━━━ EXERCISE DATA ━━━

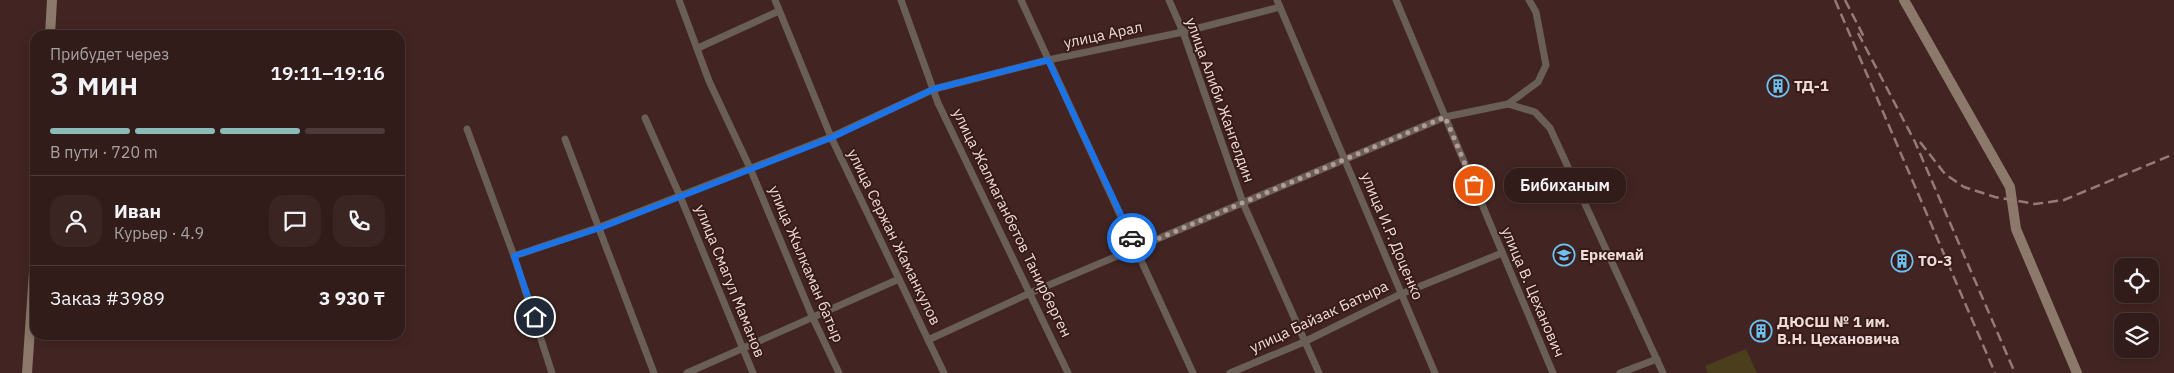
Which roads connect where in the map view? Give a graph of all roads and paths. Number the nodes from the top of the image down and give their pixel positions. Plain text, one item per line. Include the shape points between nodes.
1 (52, 0) edge
2 (679, 0) edge
3 (775, 0) edge
4 (1021, 0) edge
5 (1169, 0) edge
6 (1396, 0) edge
7 (1529, 0) edge
8 (1904, 0) edge
9 (903, 1) edge
10 (1278, 4) edge
11 (779, 11) junction
12 (50, 30) edge
13 (1182, 32) junction
14 (698, 48) junction
15 (1048, 60) junction
16 (934, 89) junction
17 (1508, 104) junction
18 (1445, 117) junction
19 (645, 118) dead end
20 (467, 129) dead end
21 (565, 138) dead end
22 (831, 138) junction
23 (1344, 160) junction
24 (750, 168) junction
25 (680, 196) junction
26 (1243, 203) junction
27 (600, 228) junction
28 (1136, 248) junction
29 (1502, 253) junction
30 (514, 256) junction
31 (899, 279) junction
32 (1030, 293) junction
33 (1401, 294) junction
34 (812, 316) junction
35 (30, 330) edge
36 (928, 340) junction
37 (1304, 342) junction
38 (742, 348) junction
39 (1657, 359) junction
40 (27, 373) edge
41 (552, 373) edge
42 (654, 373) edge
43 (687, 373) edge
44 (753, 373) edge
45 (839, 373) edge
46 (944, 373) edge
47 (1068, 373) edge
48 (1193, 373) edge
49 (1230, 373) edge
50 (1319, 373) edge
51 (1435, 373) edge
52 (1553, 373) edge
53 (1620, 373) edge
54 (1663, 373) edge
55 (2077, 373) edge

1 - 12 street
2 - 14 street, улица Жылкаман батыр
3 - 11 street, улица Сержан Жаманкулов
4 - 15 street
5 - 13 street, улица Алиби Жангелдин
6 - 18 street, улица В. Цеханович
7 - 17 street via 1536,12 1546,65 1538,82
8 - 55 street via 2010,187 2016,229
9 - 16 street, улица Жалмаганбетов Танирберген
10 - 13 street, улица Арал
10 - 23 street, улица И.Р. Доценко
11 - 14 street
11 - 22 street, улица Сержан Жаманкулов
13 - 15 street, улица Арал
13 - 26 street, улица Алиби Жангелдин
14 - 24 street, улица Жылкаман батыр via 709,80
15 - 16 street, улица Арал
15 - 28 street
16 - 22 street, улица Арал
16 - 32 street, улица Жалмаганбетов Танирберген
17 - 18 street
17 - 39 street via 1535,112 1550,128
18 - 23 street
18 - 29 street, улица В. Цеханович
19 - 25 street, улица Смагул Маманов
20 - 30 street
21 - 27 street
22 - 24 street, улица Арал
22 - 31 street, улица Сержан Жаманкулов
23 - 26 street
23 - 33 street, улица И.Р. Доценко
24 - 25 street, улица Арал
24 - 34 street, улица Жылкаман батыр
25 - 27 street, улица Арал
25 - 38 street, улица Смагул Маманов
26 - 28 street
26 - 37 street, улица Алиби Жангелдин
27 - 30 street, улица Арал
27 - 42 street
28 - 32 street
28 - 48 street
29 - 33 street, улица Байзак Батыра
29 - 52 street, улица В. Цеханович
30 - 41 street
31 - 34 street
31 - 36 street, улица Сержан Жаманкулов
32 - 36 street
32 - 47 street, улица Жалмаганбетов Танирберген
33 - 37 street, улица Байзак Батыра
33 - 51 street, улица И.Р. Доценко
34 - 38 street
34 - 45 street, улица Жылкаман батыр
35 - 40 street
36 - 46 street, улица Сержан Жаманкулов
37 - 49 street, улица Байзак Батыра
37 - 50 street, улица Алиби Жангелдин
38 - 43 street
38 - 44 street, улица Смагул Маманов
39 - 53 street
39 - 54 street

━━━

Your reply should be one number, namely how many lines of the material contain "Жалмаганбетов".

• **WRITTEN RESPONSE**
3